What needs to be done
For each line below that contains the word "dead", return that line.

Stored data entries
────────────────────────────────────────

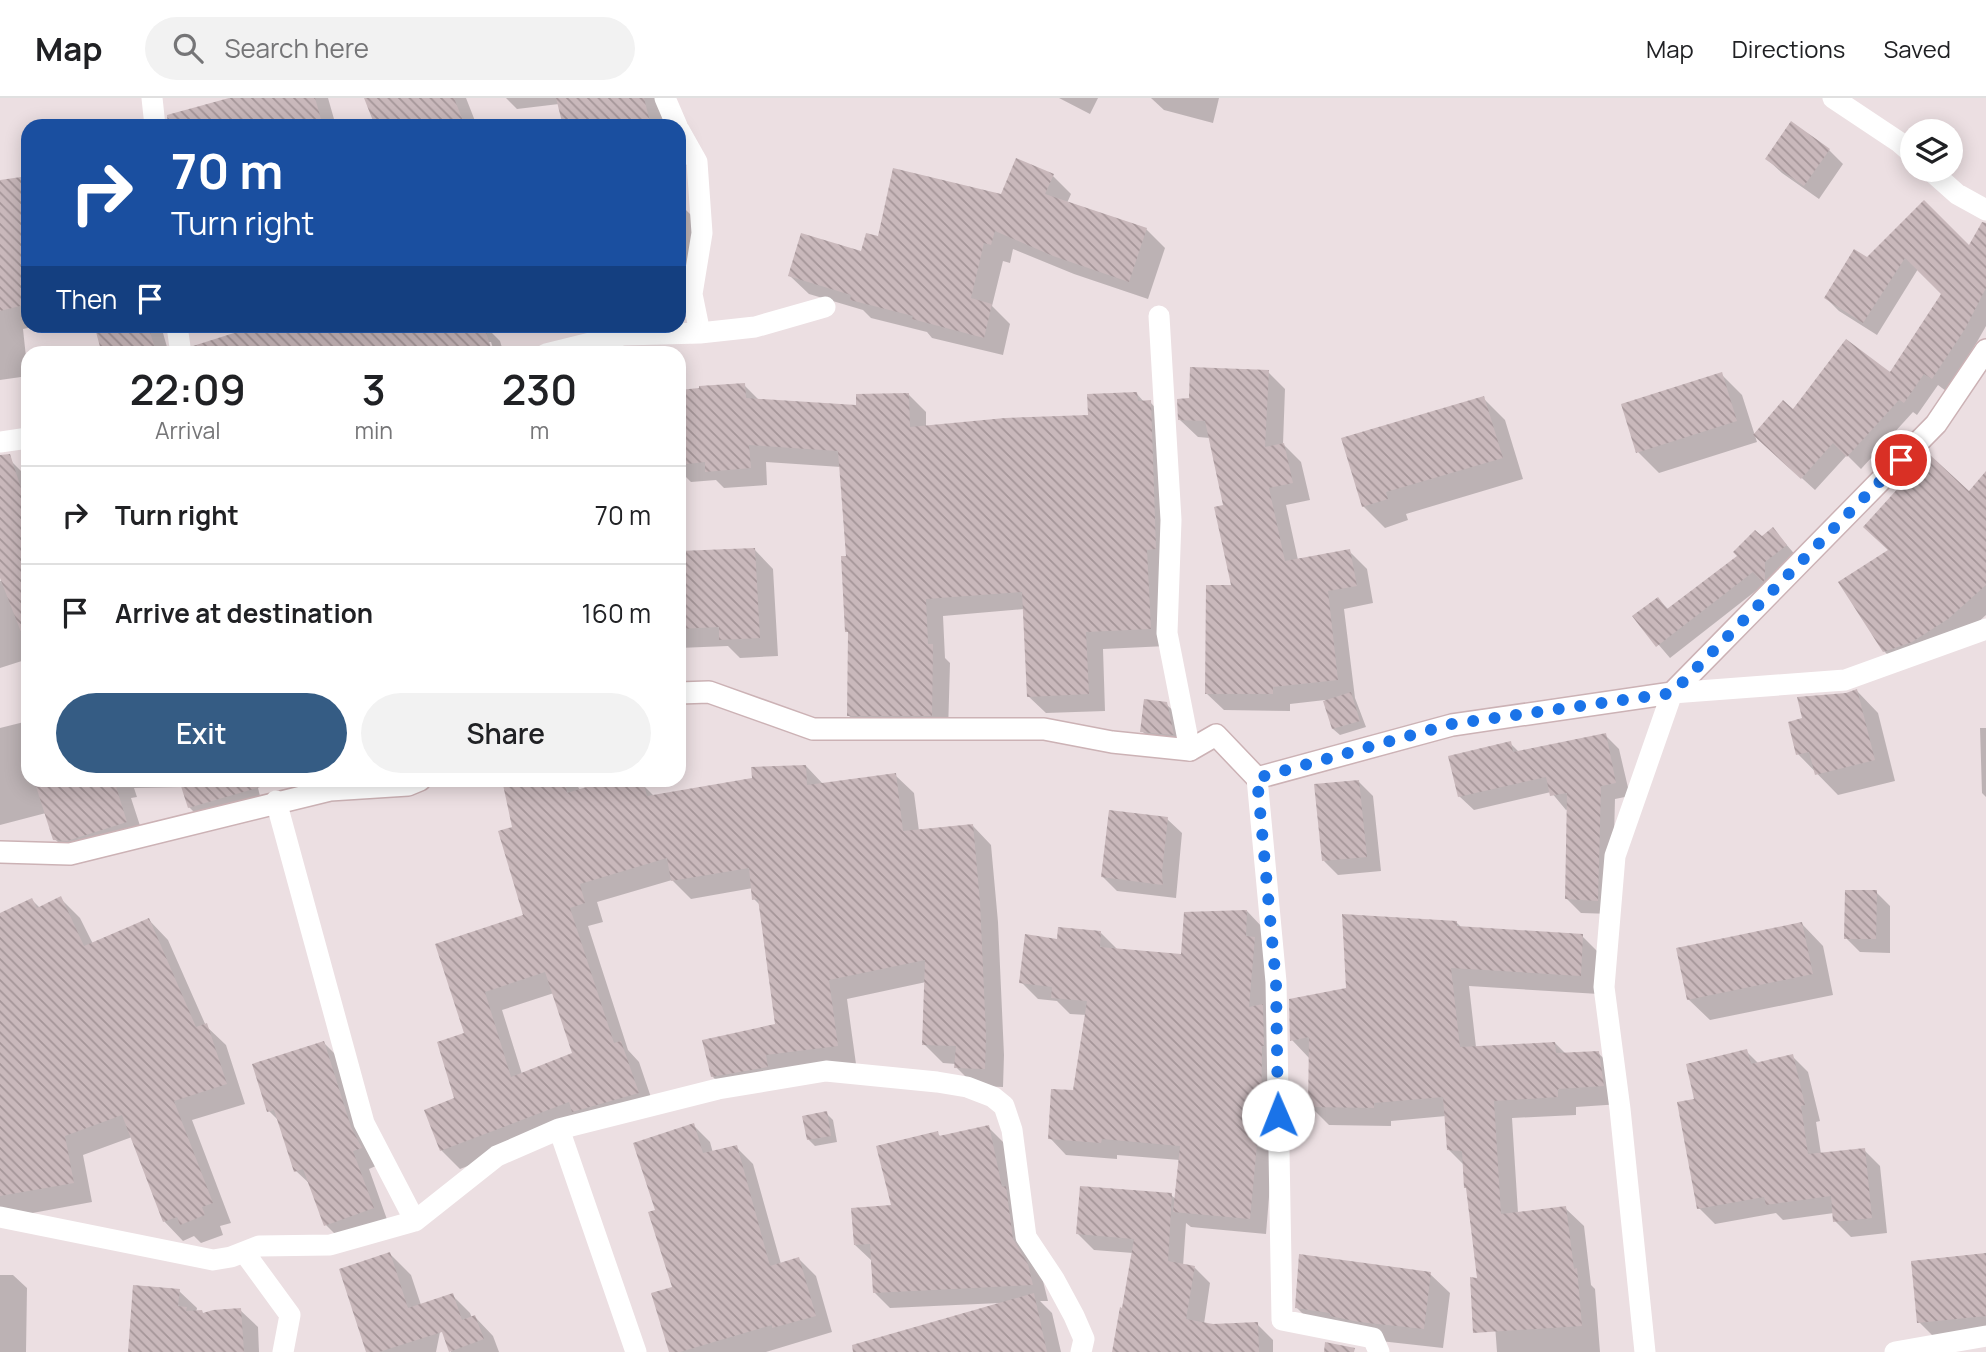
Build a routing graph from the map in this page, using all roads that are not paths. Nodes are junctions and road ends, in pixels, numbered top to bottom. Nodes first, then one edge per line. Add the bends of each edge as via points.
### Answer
1 (152, 98) edge
2 (666, 98) edge
3 (1833, 98) edge
4 (154, 119) edge
5 (674, 119) edge
6 (686, 142) edge
7 (1900, 143) edge
8 (1944, 182) edge
9 (1986, 211) edge
10 (825, 307) dead end
11 (1159, 316) dead end
12 (700, 333) junction
13 (578, 346) edge
14 (1986, 350) edge
15 (21, 440) edge
16 (0, 442) edge
17 (1986, 629) edge
18 (686, 693) edge
19 (1672, 693) junction
20 (1190, 750) junction
21 (1257, 778) junction
22 (377, 787) edge
23 (276, 802) junction
24 (0, 852) edge
25 (559, 1129) junction
26 (0, 1217) edge
27 (415, 1221) junction
28 (244, 1252) junction
29 (1986, 1336) edge
30 (283, 1352) edge
31 (636, 1352) edge
32 (1081, 1352) edge
33 (1379, 1352) edge
34 (1645, 1352) edge
35 (1895, 1352) edge

1 - 4 street
2 - 5 street
3 - 7 street
6 - 12 street via 697,162 702,233 692,294
8 - 9 street
10 - 12 street via 755,327
11 - 20 street via 1171,520 1167,633
12 - 13 street via 623,335
14 - 19 street via 1936,424
15 - 16 street
17 - 19 street via 1845,680
18 - 20 street via 709,692 813,729 1044,729
19 - 21 street via 1452,724
19 - 34 street via 1615,856 1604,987
20 - 21 street via 1216,735
21 - 33 street via 1276,982 1282,1320 1373,1338
22 - 23 street via 330,790
23 - 24 street via 70,855
23 - 27 street via 364,1122
25 - 27 street via 497,1156
25 - 31 street
25 - 32 street via 718,1089 826,1071 967,1087 993,1097 1004,1106 1012,1130 1026,1237 1074,1316 1084,1339
26 - 28 street via 213,1260
27 - 28 street via 330,1245 259,1246
28 - 30 street via 290,1315
29 - 35 street

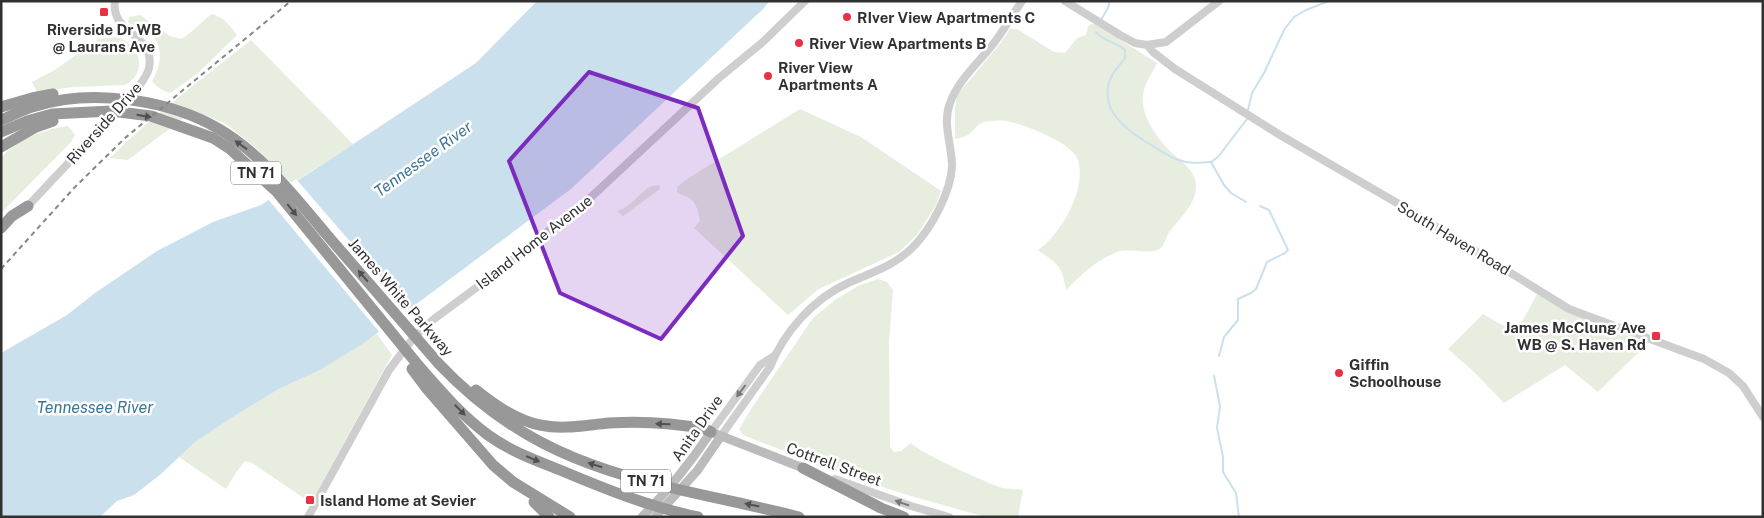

────────────────────────────────────────

Written reply
10 (825, 307) dead end
11 (1159, 316) dead end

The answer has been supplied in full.